- [WORK ORDER] In your reply, write out each entry exactly as given.

- [EXERCISE INPUTS]

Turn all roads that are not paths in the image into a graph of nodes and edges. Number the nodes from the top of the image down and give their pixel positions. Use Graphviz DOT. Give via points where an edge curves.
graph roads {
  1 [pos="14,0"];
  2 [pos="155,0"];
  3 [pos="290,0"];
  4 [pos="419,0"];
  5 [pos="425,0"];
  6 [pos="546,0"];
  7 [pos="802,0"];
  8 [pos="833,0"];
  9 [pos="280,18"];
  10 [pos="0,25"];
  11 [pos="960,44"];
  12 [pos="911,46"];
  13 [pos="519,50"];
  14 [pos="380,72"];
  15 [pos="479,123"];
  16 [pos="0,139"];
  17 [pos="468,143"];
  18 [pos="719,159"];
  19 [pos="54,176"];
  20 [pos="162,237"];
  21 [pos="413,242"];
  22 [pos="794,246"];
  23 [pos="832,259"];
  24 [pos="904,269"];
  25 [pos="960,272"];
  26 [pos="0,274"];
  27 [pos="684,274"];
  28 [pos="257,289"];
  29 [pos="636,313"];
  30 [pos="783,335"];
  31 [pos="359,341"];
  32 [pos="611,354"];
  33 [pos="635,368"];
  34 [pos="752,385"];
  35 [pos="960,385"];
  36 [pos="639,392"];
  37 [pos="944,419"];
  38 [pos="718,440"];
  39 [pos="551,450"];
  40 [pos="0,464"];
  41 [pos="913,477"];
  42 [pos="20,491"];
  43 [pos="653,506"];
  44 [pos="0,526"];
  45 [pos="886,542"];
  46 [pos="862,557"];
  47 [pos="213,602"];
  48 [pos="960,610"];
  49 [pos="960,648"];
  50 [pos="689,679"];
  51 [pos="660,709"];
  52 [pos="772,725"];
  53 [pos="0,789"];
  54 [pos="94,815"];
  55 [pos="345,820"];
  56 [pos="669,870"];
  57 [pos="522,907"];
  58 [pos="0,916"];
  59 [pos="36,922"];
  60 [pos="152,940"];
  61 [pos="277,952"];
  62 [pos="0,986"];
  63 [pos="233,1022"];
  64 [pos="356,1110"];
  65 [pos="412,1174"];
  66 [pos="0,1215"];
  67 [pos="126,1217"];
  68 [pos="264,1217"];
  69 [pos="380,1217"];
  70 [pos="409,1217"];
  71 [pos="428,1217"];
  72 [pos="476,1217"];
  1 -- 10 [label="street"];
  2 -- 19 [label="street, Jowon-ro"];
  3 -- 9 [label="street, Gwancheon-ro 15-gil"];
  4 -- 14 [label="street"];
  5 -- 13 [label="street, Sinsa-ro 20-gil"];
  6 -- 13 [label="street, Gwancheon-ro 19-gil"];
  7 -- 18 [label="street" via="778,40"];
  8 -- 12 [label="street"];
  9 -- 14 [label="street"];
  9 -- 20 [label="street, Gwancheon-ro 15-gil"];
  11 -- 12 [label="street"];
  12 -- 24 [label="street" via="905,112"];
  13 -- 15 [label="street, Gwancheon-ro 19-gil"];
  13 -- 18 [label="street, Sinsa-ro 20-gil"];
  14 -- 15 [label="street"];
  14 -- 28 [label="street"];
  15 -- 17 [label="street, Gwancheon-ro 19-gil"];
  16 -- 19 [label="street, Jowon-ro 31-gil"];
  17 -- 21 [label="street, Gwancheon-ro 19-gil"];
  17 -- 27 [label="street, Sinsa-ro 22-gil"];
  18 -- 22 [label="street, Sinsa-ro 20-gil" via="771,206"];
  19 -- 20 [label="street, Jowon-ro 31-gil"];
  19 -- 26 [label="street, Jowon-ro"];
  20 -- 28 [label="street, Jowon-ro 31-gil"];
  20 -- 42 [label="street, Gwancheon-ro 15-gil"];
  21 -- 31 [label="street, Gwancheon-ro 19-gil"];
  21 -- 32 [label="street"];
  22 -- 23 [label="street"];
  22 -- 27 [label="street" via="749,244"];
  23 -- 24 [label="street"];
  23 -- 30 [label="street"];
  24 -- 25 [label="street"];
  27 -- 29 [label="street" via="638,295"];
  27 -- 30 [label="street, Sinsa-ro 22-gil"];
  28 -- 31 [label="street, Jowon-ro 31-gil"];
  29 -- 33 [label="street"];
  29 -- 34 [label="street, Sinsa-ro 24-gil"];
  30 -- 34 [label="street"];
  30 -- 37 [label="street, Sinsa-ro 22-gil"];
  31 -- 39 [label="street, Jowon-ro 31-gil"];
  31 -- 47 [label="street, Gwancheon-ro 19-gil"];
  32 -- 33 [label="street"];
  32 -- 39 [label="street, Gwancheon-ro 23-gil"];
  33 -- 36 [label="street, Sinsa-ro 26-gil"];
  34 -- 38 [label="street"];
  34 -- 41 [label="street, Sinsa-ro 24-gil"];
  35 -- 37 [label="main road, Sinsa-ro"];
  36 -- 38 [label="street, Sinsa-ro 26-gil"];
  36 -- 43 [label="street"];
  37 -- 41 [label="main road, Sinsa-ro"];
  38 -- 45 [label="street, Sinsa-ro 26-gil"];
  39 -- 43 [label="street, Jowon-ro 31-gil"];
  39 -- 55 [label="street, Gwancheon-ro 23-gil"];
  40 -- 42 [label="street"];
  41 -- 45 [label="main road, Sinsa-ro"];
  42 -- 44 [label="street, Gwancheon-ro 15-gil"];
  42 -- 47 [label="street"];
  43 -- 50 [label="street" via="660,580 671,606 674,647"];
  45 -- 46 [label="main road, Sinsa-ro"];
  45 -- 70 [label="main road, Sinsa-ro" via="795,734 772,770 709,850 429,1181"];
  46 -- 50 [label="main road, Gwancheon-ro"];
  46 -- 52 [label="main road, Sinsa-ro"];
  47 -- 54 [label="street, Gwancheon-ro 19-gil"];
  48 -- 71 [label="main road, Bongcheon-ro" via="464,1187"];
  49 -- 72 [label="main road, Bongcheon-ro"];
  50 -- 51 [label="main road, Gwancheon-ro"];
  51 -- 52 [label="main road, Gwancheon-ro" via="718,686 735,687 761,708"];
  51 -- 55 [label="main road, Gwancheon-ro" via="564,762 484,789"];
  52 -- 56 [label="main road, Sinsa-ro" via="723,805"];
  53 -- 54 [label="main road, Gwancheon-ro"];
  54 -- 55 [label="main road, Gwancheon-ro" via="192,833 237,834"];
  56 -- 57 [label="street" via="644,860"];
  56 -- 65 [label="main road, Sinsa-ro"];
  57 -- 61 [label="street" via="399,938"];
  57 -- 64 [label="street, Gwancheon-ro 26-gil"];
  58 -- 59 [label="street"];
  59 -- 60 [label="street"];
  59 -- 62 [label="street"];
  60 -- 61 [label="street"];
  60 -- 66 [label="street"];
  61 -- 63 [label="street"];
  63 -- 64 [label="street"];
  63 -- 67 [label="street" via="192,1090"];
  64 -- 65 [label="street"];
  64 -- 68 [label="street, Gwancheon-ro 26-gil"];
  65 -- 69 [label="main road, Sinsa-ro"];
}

- [TASK OUTPUT]
Turn all roads that are not paths in the image into a graph of nodes and edges. Number the nodes from the top of the image down and give their pixel positions. Use Graphviz DOT. Give via points where an edge curves.
graph roads {
  1 [pos="14,0"];
  2 [pos="155,0"];
  3 [pos="290,0"];
  4 [pos="419,0"];
  5 [pos="425,0"];
  6 [pos="546,0"];
  7 [pos="802,0"];
  8 [pos="833,0"];
  9 [pos="280,18"];
  10 [pos="0,25"];
  11 [pos="960,44"];
  12 [pos="911,46"];
  13 [pos="519,50"];
  14 [pos="380,72"];
  15 [pos="479,123"];
  16 [pos="0,139"];
  17 [pos="468,143"];
  18 [pos="719,159"];
  19 [pos="54,176"];
  20 [pos="162,237"];
  21 [pos="413,242"];
  22 [pos="794,246"];
  23 [pos="832,259"];
  24 [pos="904,269"];
  25 [pos="960,272"];
  26 [pos="0,274"];
  27 [pos="684,274"];
  28 [pos="257,289"];
  29 [pos="636,313"];
  30 [pos="783,335"];
  31 [pos="359,341"];
  32 [pos="611,354"];
  33 [pos="635,368"];
  34 [pos="752,385"];
  35 [pos="960,385"];
  36 [pos="639,392"];
  37 [pos="944,419"];
  38 [pos="718,440"];
  39 [pos="551,450"];
  40 [pos="0,464"];
  41 [pos="913,477"];
  42 [pos="20,491"];
  43 [pos="653,506"];
  44 [pos="0,526"];
  45 [pos="886,542"];
  46 [pos="862,557"];
  47 [pos="213,602"];
  48 [pos="960,610"];
  49 [pos="960,648"];
  50 [pos="689,679"];
  51 [pos="660,709"];
  52 [pos="772,725"];
  53 [pos="0,789"];
  54 [pos="94,815"];
  55 [pos="345,820"];
  56 [pos="669,870"];
  57 [pos="522,907"];
  58 [pos="0,916"];
  59 [pos="36,922"];
  60 [pos="152,940"];
  61 [pos="277,952"];
  62 [pos="0,986"];
  63 [pos="233,1022"];
  64 [pos="356,1110"];
  65 [pos="412,1174"];
  66 [pos="0,1215"];
  67 [pos="126,1217"];
  68 [pos="264,1217"];
  69 [pos="380,1217"];
  70 [pos="409,1217"];
  71 [pos="428,1217"];
  72 [pos="476,1217"];
  1 -- 10 [label="street"];
  2 -- 19 [label="street, Jowon-ro"];
  3 -- 9 [label="street, Gwancheon-ro 15-gil"];
  4 -- 14 [label="street"];
  5 -- 13 [label="street, Sinsa-ro 20-gil"];
  6 -- 13 [label="street, Gwancheon-ro 19-gil"];
  7 -- 18 [label="street" via="778,40"];
  8 -- 12 [label="street"];
  9 -- 14 [label="street"];
  9 -- 20 [label="street, Gwancheon-ro 15-gil"];
  11 -- 12 [label="street"];
  12 -- 24 [label="street" via="905,112"];
  13 -- 15 [label="street, Gwancheon-ro 19-gil"];
  13 -- 18 [label="street, Sinsa-ro 20-gil"];
  14 -- 15 [label="street"];
  14 -- 28 [label="street"];
  15 -- 17 [label="street, Gwancheon-ro 19-gil"];
  16 -- 19 [label="street, Jowon-ro 31-gil"];
  17 -- 21 [label="street, Gwancheon-ro 19-gil"];
  17 -- 27 [label="street, Sinsa-ro 22-gil"];
  18 -- 22 [label="street, Sinsa-ro 20-gil" via="771,206"];
  19 -- 20 [label="street, Jowon-ro 31-gil"];
  19 -- 26 [label="street, Jowon-ro"];
  20 -- 28 [label="street, Jowon-ro 31-gil"];
  20 -- 42 [label="street, Gwancheon-ro 15-gil"];
  21 -- 31 [label="street, Gwancheon-ro 19-gil"];
  21 -- 32 [label="street"];
  22 -- 23 [label="street"];
  22 -- 27 [label="street" via="749,244"];
  23 -- 24 [label="street"];
  23 -- 30 [label="street"];
  24 -- 25 [label="street"];
  27 -- 29 [label="street" via="638,295"];
  27 -- 30 [label="street, Sinsa-ro 22-gil"];
  28 -- 31 [label="street, Jowon-ro 31-gil"];
  29 -- 33 [label="street"];
  29 -- 34 [label="street, Sinsa-ro 24-gil"];
  30 -- 34 [label="street"];
  30 -- 37 [label="street, Sinsa-ro 22-gil"];
  31 -- 39 [label="street, Jowon-ro 31-gil"];
  31 -- 47 [label="street, Gwancheon-ro 19-gil"];
  32 -- 33 [label="street"];
  32 -- 39 [label="street, Gwancheon-ro 23-gil"];
  33 -- 36 [label="street, Sinsa-ro 26-gil"];
  34 -- 38 [label="street"];
  34 -- 41 [label="street, Sinsa-ro 24-gil"];
  35 -- 37 [label="main road, Sinsa-ro"];
  36 -- 38 [label="street, Sinsa-ro 26-gil"];
  36 -- 43 [label="street"];
  37 -- 41 [label="main road, Sinsa-ro"];
  38 -- 45 [label="street, Sinsa-ro 26-gil"];
  39 -- 43 [label="street, Jowon-ro 31-gil"];
  39 -- 55 [label="street, Gwancheon-ro 23-gil"];
  40 -- 42 [label="street"];
  41 -- 45 [label="main road, Sinsa-ro"];
  42 -- 44 [label="street, Gwancheon-ro 15-gil"];
  42 -- 47 [label="street"];
  43 -- 50 [label="street" via="660,580 671,606 674,647"];
  45 -- 46 [label="main road, Sinsa-ro"];
  45 -- 70 [label="main road, Sinsa-ro" via="795,734 772,770 709,850 429,1181"];
  46 -- 50 [label="main road, Gwancheon-ro"];
  46 -- 52 [label="main road, Sinsa-ro"];
  47 -- 54 [label="street, Gwancheon-ro 19-gil"];
  48 -- 71 [label="main road, Bongcheon-ro" via="464,1187"];
  49 -- 72 [label="main road, Bongcheon-ro"];
  50 -- 51 [label="main road, Gwancheon-ro"];
  51 -- 52 [label="main road, Gwancheon-ro" via="718,686 735,687 761,708"];
  51 -- 55 [label="main road, Gwancheon-ro" via="564,762 484,789"];
  52 -- 56 [label="main road, Sinsa-ro" via="723,805"];
  53 -- 54 [label="main road, Gwancheon-ro"];
  54 -- 55 [label="main road, Gwancheon-ro" via="192,833 237,834"];
  56 -- 57 [label="street" via="644,860"];
  56 -- 65 [label="main road, Sinsa-ro"];
  57 -- 61 [label="street" via="399,938"];
  57 -- 64 [label="street, Gwancheon-ro 26-gil"];
  58 -- 59 [label="street"];
  59 -- 60 [label="street"];
  59 -- 62 [label="street"];
  60 -- 61 [label="street"];
  60 -- 66 [label="street"];
  61 -- 63 [label="street"];
  63 -- 64 [label="street"];
  63 -- 67 [label="street" via="192,1090"];
  64 -- 65 [label="street"];
  64 -- 68 [label="street, Gwancheon-ro 26-gil"];
  65 -- 69 [label="main road, Sinsa-ro"];
}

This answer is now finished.